## Available records
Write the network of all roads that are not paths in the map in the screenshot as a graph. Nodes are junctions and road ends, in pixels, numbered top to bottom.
==
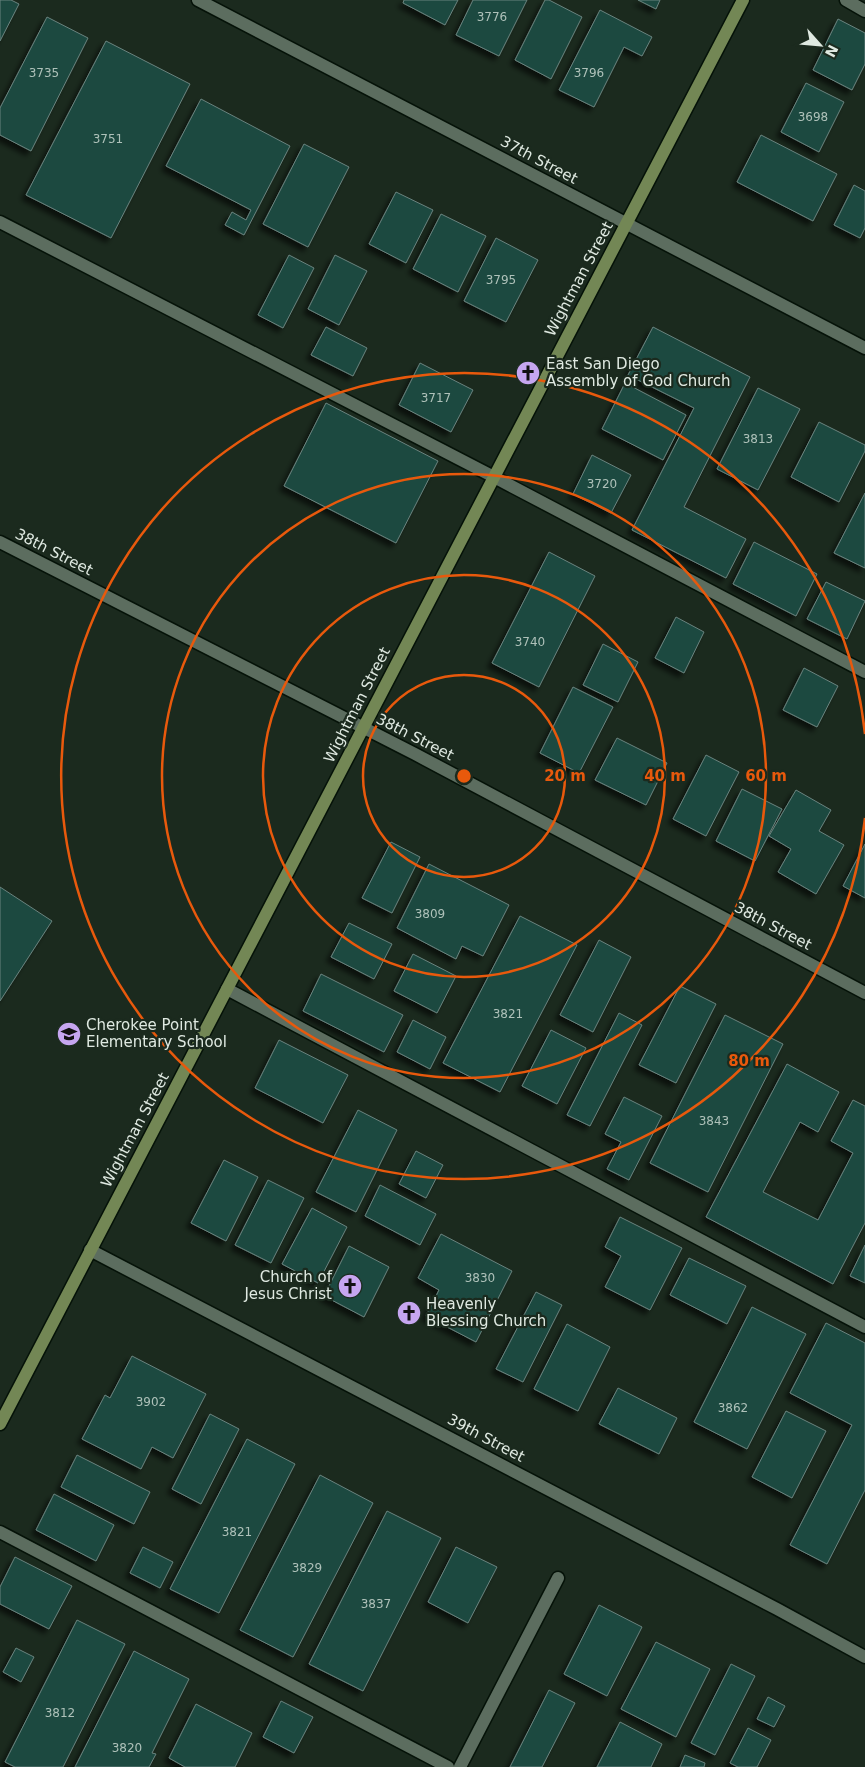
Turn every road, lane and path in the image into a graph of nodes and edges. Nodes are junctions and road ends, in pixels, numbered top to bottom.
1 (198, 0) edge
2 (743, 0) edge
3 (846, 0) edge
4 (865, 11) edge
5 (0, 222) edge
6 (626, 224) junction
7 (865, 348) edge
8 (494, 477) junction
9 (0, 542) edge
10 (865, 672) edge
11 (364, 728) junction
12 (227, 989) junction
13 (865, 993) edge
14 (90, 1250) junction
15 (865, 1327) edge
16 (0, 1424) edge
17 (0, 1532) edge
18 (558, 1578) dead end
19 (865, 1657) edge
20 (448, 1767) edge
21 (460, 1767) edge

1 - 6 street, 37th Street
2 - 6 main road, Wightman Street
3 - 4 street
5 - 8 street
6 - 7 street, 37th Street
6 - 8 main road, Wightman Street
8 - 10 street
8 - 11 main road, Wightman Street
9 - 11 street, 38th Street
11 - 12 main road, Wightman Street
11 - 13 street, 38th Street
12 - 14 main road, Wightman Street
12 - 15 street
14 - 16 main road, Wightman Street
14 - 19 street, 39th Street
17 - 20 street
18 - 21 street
---
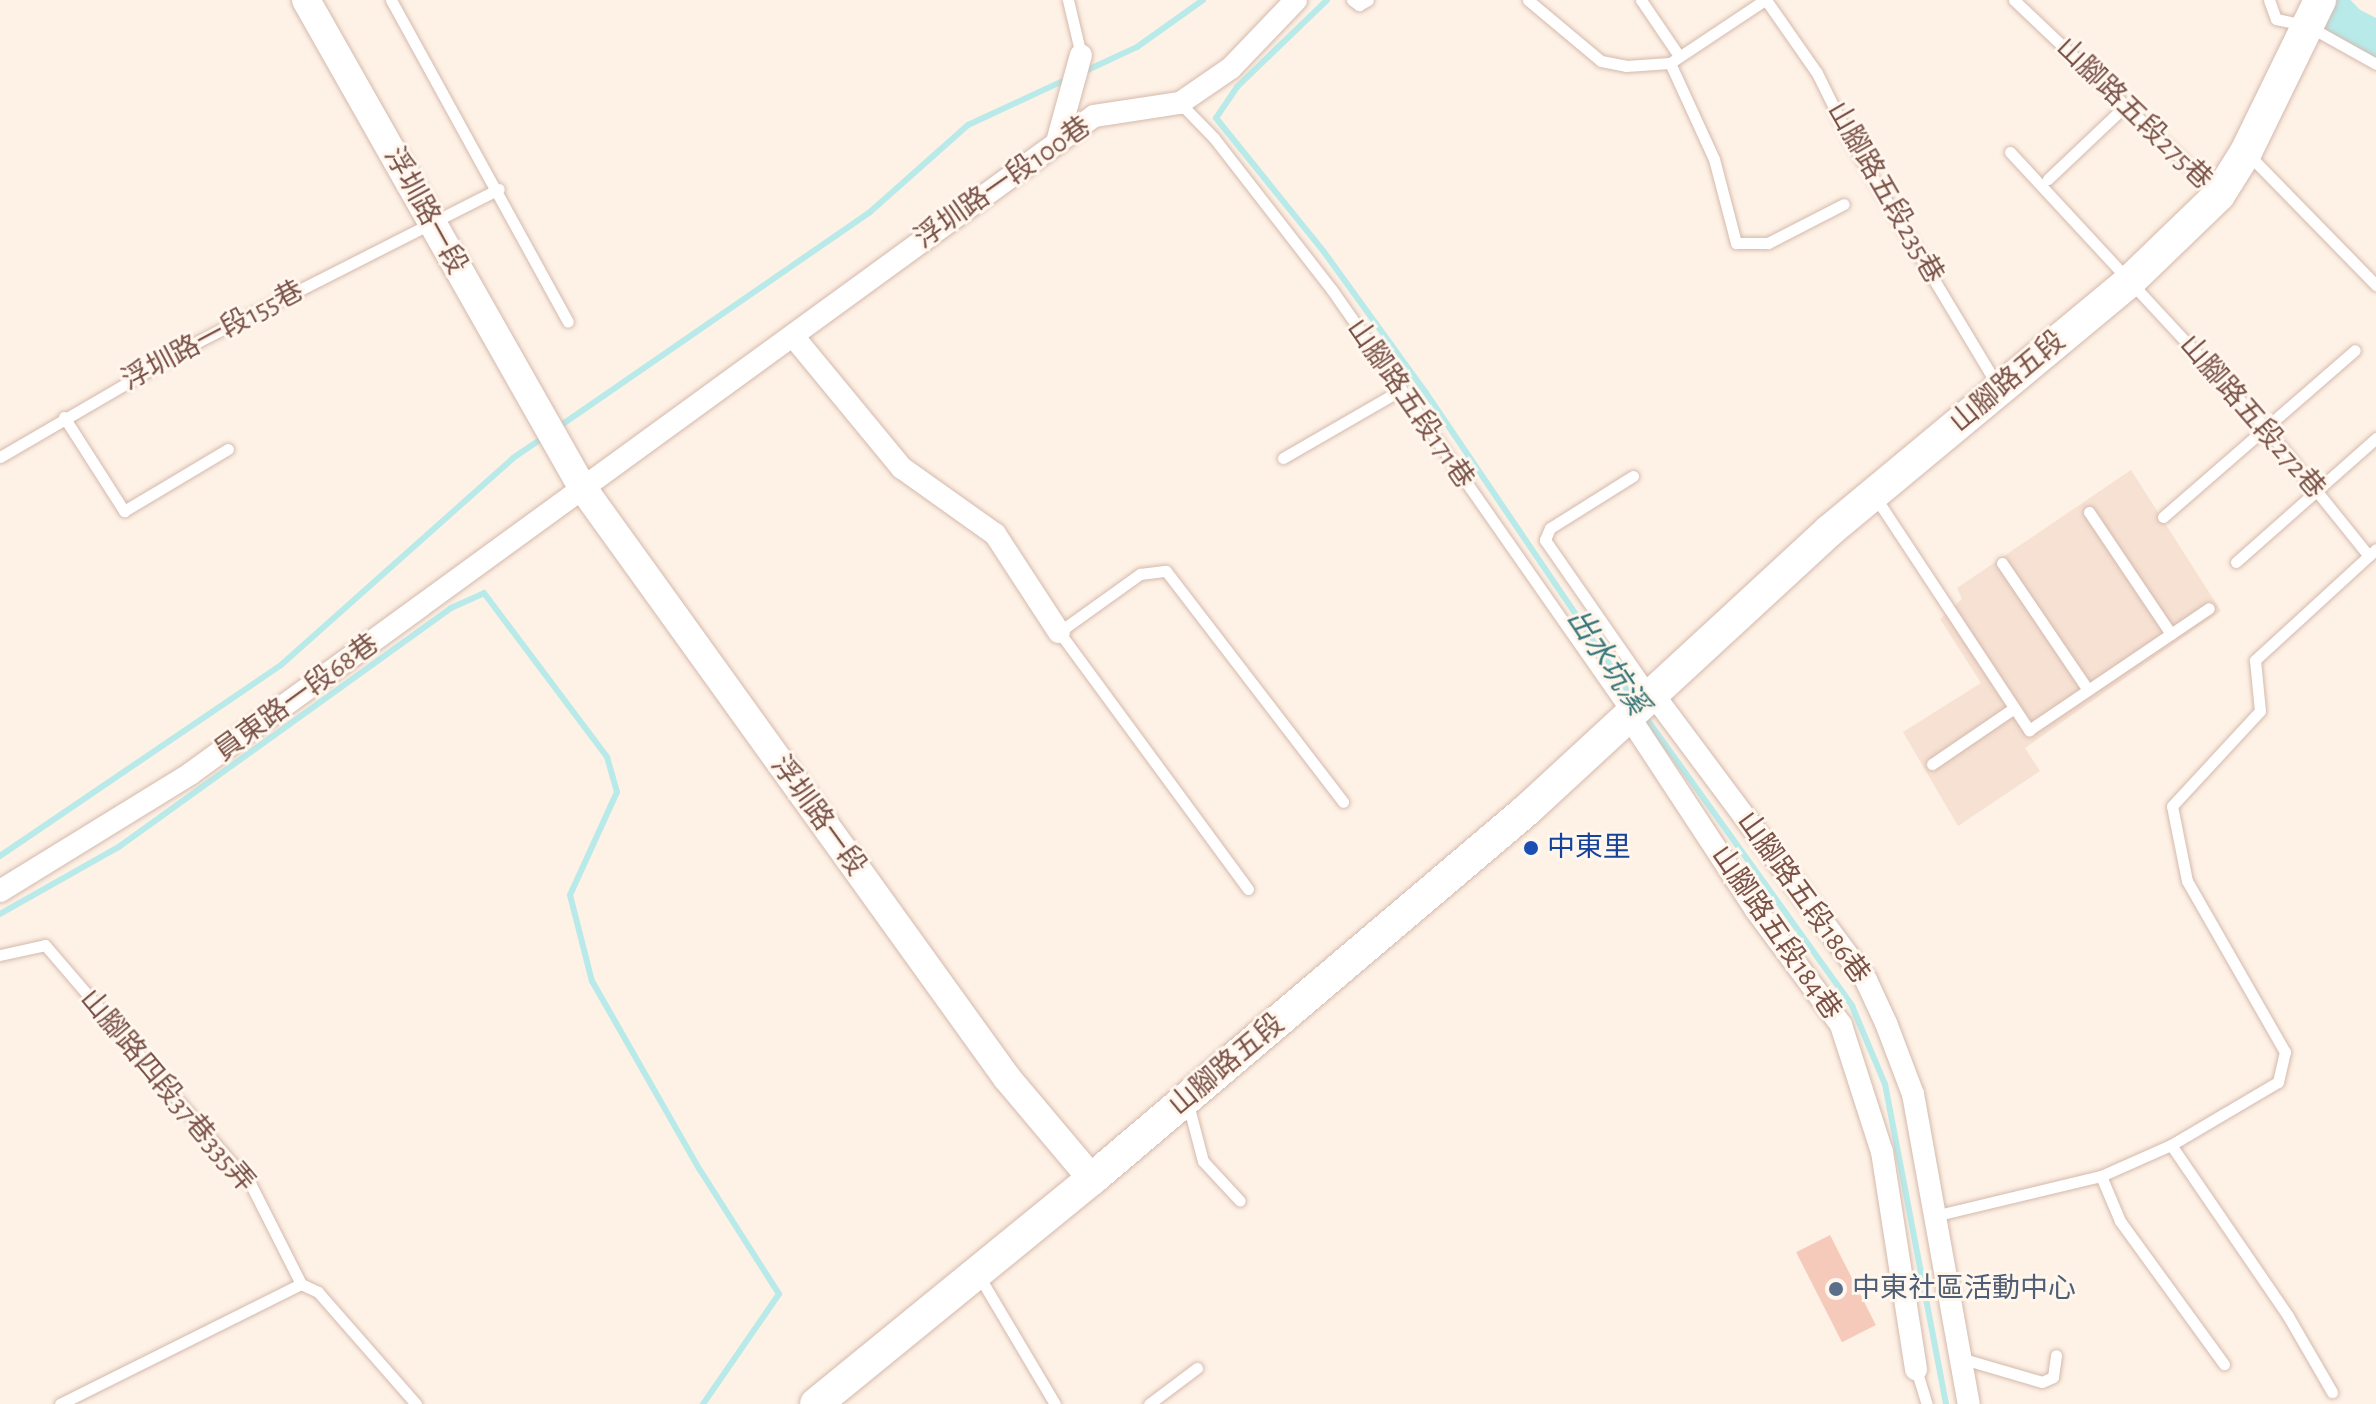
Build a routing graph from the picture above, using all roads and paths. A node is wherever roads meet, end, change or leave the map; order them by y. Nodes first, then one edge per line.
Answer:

## Task prompt
Look through the entries above for the word "roads". Copy every line where it shows up.

## Your response
Write the network of all roads that are not paths in the map in the screenshot as a graph. Nodes are junctions and road ends, in pixels, numbered top to bottom.
Build a routing graph from the picture above, using all roads and paths. A node is wherever roads meet, end, change or leave the map; order them by y. Nodes first, then one edge per line.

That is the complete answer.